*Problem description:* The records below must be copied in full; omit the images.
START Supplied records
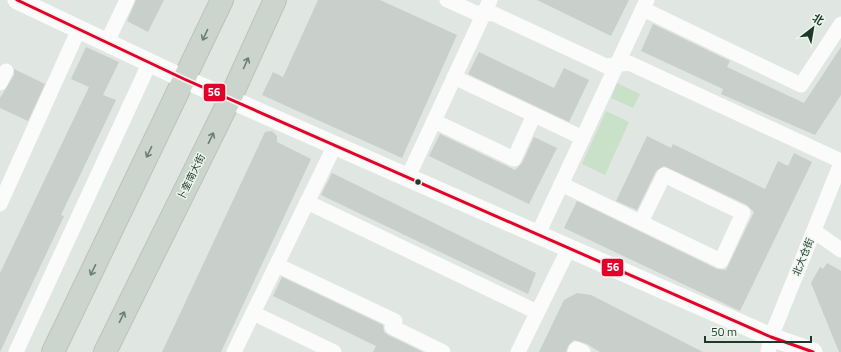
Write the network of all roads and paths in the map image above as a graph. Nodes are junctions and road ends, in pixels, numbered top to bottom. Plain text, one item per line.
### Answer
1 (17, 0) edge
2 (127, 0) edge
3 (222, 0) edge
4 (275, 0) edge
5 (447, 0) edge
6 (490, 0) edge
7 (645, 4) edge
8 (484, 14) junction
9 (841, 24) edge
10 (79, 29) junction
11 (107, 42) junction
12 (150, 62) junction
13 (617, 64) junction
14 (454, 77) junction
15 (184, 79) junction
16 (230, 99) junction
17 (534, 115) junction
18 (434, 121) junction
19 (582, 138) junction
20 (335, 145) junction
21 (841, 162) edge
22 (408, 177) junction
23 (561, 184) junction
24 (307, 202) junction
25 (0, 204) edge
26 (641, 222) junction
27 (814, 231) junction
28 (538, 234) junction
29 (569, 248) junction
30 (841, 250) edge
31 (279, 266) dead end
32 (538, 312) junction
33 (253, 313) junction
34 (770, 345) edge
35 (16, 352) edge
36 (53, 352) edge
37 (104, 352) edge
38 (234, 352) edge
39 (334, 352) edge
40 (443, 352) edge
41 (518, 352) edge
42 (575, 352) edge
43 (583, 352) edge
44 (813, 352) edge

1 - 10 street
2 - 11 street
3 -> 15 main road
16 -> 4 main road, 卜奎南大街
5 - 8 street
6 - 8 street
7 - 9 street
7 - 13 street
8 - 13 street
8 - 14 street
10 - 11 street
10 - 25 street
11 - 12 street
12 - 15 street
12 - 35 street
13 - 19 street
13 - 21 street
14 - 17 street
14 - 18 street
15 - 16 street
15 -> 36 main road
16 - 20 street
37 -> 16 main road, 卜奎南大街
17 - 18 street
17 - 19 street
18 - 22 street
19 - 23 street
20 - 22 street
20 - 24 street
21 - 27 street, 北大仓街
22 - 28 street
23 - 26 street
23 - 28 street
24 - 32 street
24 - 33 street
26 - 26 street
27 - 30 street
27 - 34 street, 北大仓街
28 - 29 street
29 - 32 street
29 - 34 street
31 - 40 street
32 - 41 street
33 - 38 street
33 - 39 street
34 - 44 street
42 - 43 street

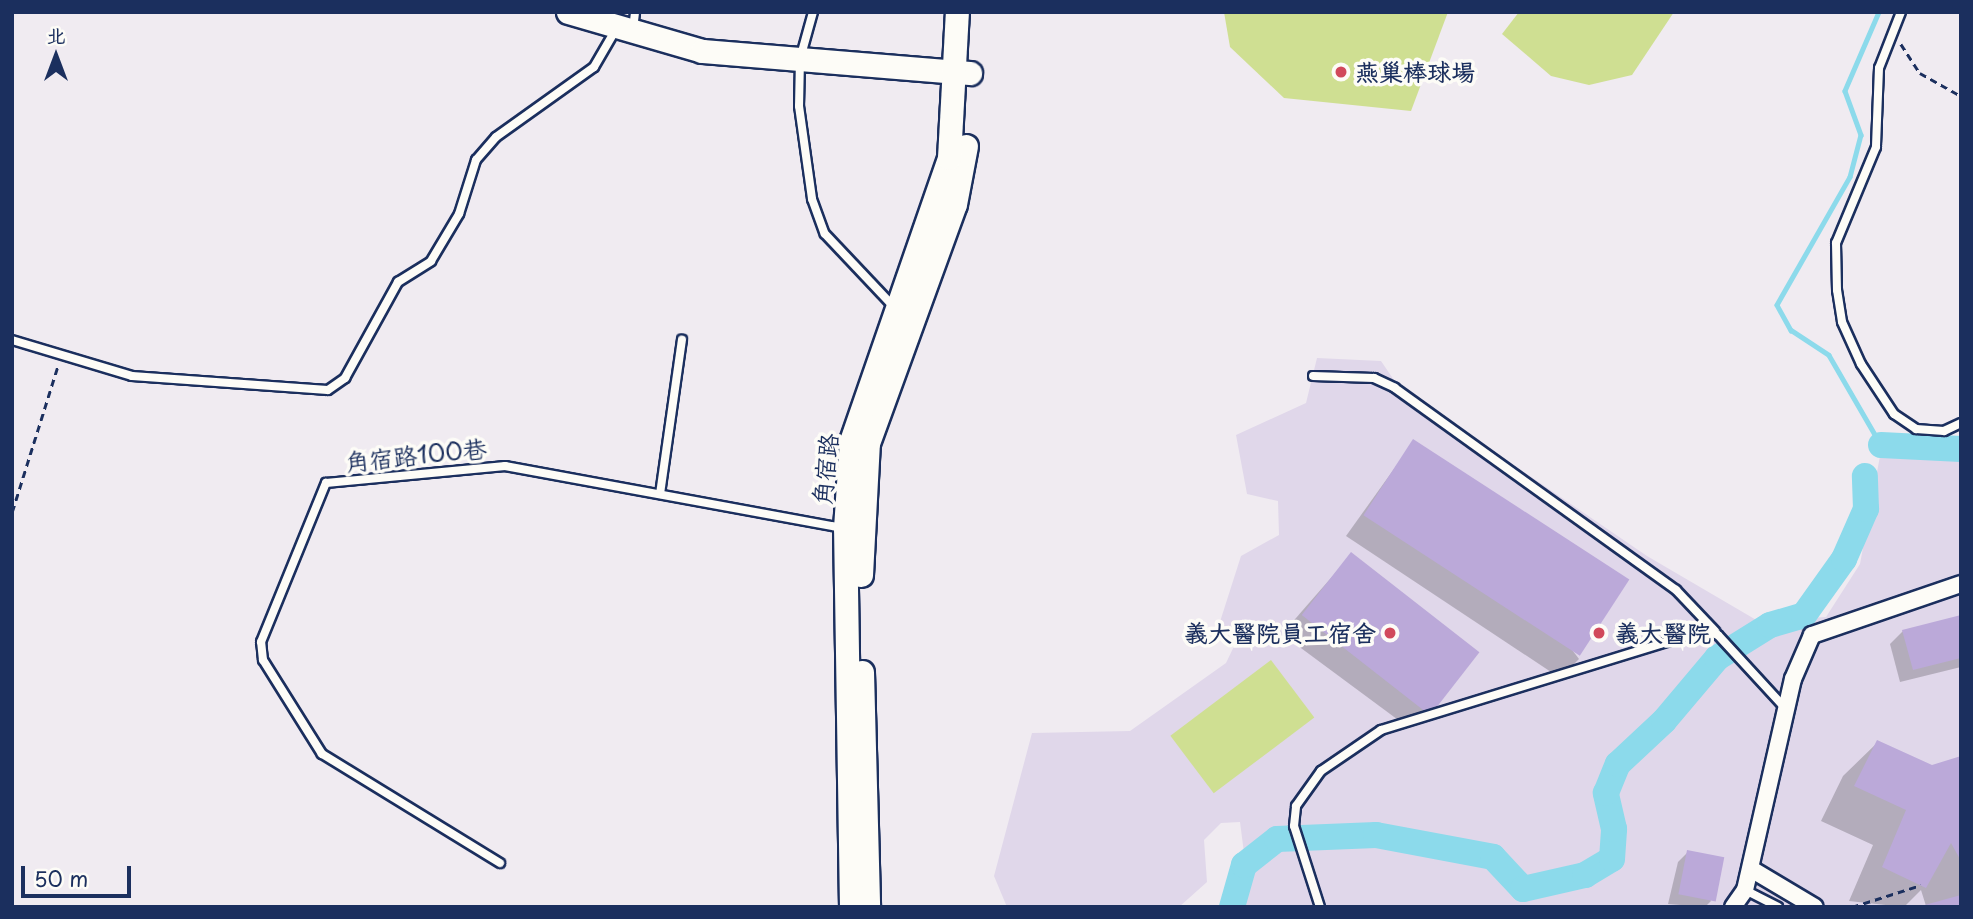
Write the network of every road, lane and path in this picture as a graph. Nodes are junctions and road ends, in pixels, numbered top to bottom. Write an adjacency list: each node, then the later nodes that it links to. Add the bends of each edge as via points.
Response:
1 (568, 12): 6 (main road)
2 (813, 12): 8 (lane)
3 (957, 12): 9 (main road, 角宿路)
4 (971, 12): 9 (main road, 角宿路)
5 (1901, 12): 7 (lane)
6 (628, 24): 8 (main road, via 702,51); 14 (lane, via 594,67 496,137 476,160 459,214 431,261 398,282 345,377 328,390 132,376)
7 (1894, 32): 10 (path, via 1920,73); 16 (lane, via 1879,68 1876,147 1836,243 1842,322 1894,414 1916,429 1944,431)
8 (800, 58): 9 (main road); 11 (lane, via 801,147 825,234)
9 (963, 73): 11 (main road, 角宿路, via 949,158)
10 (1961, 96)
11 (902, 312): 19 (main road, 角宿路, via 851,441); 28 (main road, 角宿路, via 868,443 860,556)
12 (12, 340): 14 (lane)
13 (682, 340): 17 (lane)
14 (62, 352): 18 (path)
15 (1313, 376): 21 (lane, via 1374,378 1395,388 1676,590)
16 (1961, 422)
17 (660, 494): 19 (lane, 角宿路100巷, via 756,517); 23 (lane, 角宿路100巷, via 505,466 326,483 261,642 264,660 322,754)
18 (12, 512)
19 (845, 528): 27 (main road, 角宿路)
20 (1961, 584): 22 (street, via 1812,635)
21 (1718, 635): 22 (lane); 29 (lane, via 1694,631 1350,745 1321,771 1296,806 1294,826)
22 (1786, 709): 24 (street)
23 (500, 863)
24 (1751, 869): 26 (street); 32 (street)
25 (1920, 885): 33 (path)
26 (1745, 890): 30 (street); 31 (lane)
27 (851, 907)
28 (869, 907)
29 (1320, 907)
30 (1733, 907)
31 (1778, 907)
32 (1815, 907)
33 (1853, 907)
END Supplied records
*Response box:*
Write the network of all roads and paths in the map image above as a graph. Nodes are junctions and road ends, in pixels, numbered top to bottom. Plain text, one item per line.
### Answer
1 (17, 0) edge
2 (127, 0) edge
3 (222, 0) edge
4 (275, 0) edge
5 (447, 0) edge
6 (490, 0) edge
7 (645, 4) edge
8 (484, 14) junction
9 (841, 24) edge
10 (79, 29) junction
11 (107, 42) junction
12 (150, 62) junction
13 (617, 64) junction
14 (454, 77) junction
15 (184, 79) junction
16 (230, 99) junction
17 (534, 115) junction
18 (434, 121) junction
19 (582, 138) junction
20 (335, 145) junction
21 (841, 162) edge
22 (408, 177) junction
23 (561, 184) junction
24 (307, 202) junction
25 (0, 204) edge
26 (641, 222) junction
27 (814, 231) junction
28 (538, 234) junction
29 (569, 248) junction
30 (841, 250) edge
31 (279, 266) dead end
32 (538, 312) junction
33 (253, 313) junction
34 (770, 345) edge
35 (16, 352) edge
36 (53, 352) edge
37 (104, 352) edge
38 (234, 352) edge
39 (334, 352) edge
40 (443, 352) edge
41 (518, 352) edge
42 (575, 352) edge
43 (583, 352) edge
44 (813, 352) edge

1 - 10 street
2 - 11 street
3 -> 15 main road
16 -> 4 main road, 卜奎南大街
5 - 8 street
6 - 8 street
7 - 9 street
7 - 13 street
8 - 13 street
8 - 14 street
10 - 11 street
10 - 25 street
11 - 12 street
12 - 15 street
12 - 35 street
13 - 19 street
13 - 21 street
14 - 17 street
14 - 18 street
15 - 16 street
15 -> 36 main road
16 - 20 street
37 -> 16 main road, 卜奎南大街
17 - 18 street
17 - 19 street
18 - 22 street
19 - 23 street
20 - 22 street
20 - 24 street
21 - 27 street, 北大仓街
22 - 28 street
23 - 26 street
23 - 28 street
24 - 32 street
24 - 33 street
26 - 26 street
27 - 30 street
27 - 34 street, 北大仓街
28 - 29 street
29 - 32 street
29 - 34 street
31 - 40 street
32 - 41 street
33 - 38 street
33 - 39 street
34 - 44 street
42 - 43 street

Write the network of every road, lane and path in this picture as a graph. Nodes are junctions and road ends, in pixels, numbered top to bottom. Write an adjacency list: each node, then the later nodes that it links to. Add the bends of each edge as via points.
Response:
1 (568, 12): 6 (main road)
2 (813, 12): 8 (lane)
3 (957, 12): 9 (main road, 角宿路)
4 (971, 12): 9 (main road, 角宿路)
5 (1901, 12): 7 (lane)
6 (628, 24): 8 (main road, via 702,51); 14 (lane, via 594,67 496,137 476,160 459,214 431,261 398,282 345,377 328,390 132,376)
7 (1894, 32): 10 (path, via 1920,73); 16 (lane, via 1879,68 1876,147 1836,243 1842,322 1894,414 1916,429 1944,431)
8 (800, 58): 9 (main road); 11 (lane, via 801,147 825,234)
9 (963, 73): 11 (main road, 角宿路, via 949,158)
10 (1961, 96)
11 (902, 312): 19 (main road, 角宿路, via 851,441); 28 (main road, 角宿路, via 868,443 860,556)
12 (12, 340): 14 (lane)
13 (682, 340): 17 (lane)
14 (62, 352): 18 (path)
15 (1313, 376): 21 (lane, via 1374,378 1395,388 1676,590)
16 (1961, 422)
17 (660, 494): 19 (lane, 角宿路100巷, via 756,517); 23 (lane, 角宿路100巷, via 505,466 326,483 261,642 264,660 322,754)
18 (12, 512)
19 (845, 528): 27 (main road, 角宿路)
20 (1961, 584): 22 (street, via 1812,635)
21 (1718, 635): 22 (lane); 29 (lane, via 1694,631 1350,745 1321,771 1296,806 1294,826)
22 (1786, 709): 24 (street)
23 (500, 863)
24 (1751, 869): 26 (street); 32 (street)
25 (1920, 885): 33 (path)
26 (1745, 890): 30 (street); 31 (lane)
27 (851, 907)
28 (869, 907)
29 (1320, 907)
30 (1733, 907)
31 (1778, 907)
32 (1815, 907)
33 (1853, 907)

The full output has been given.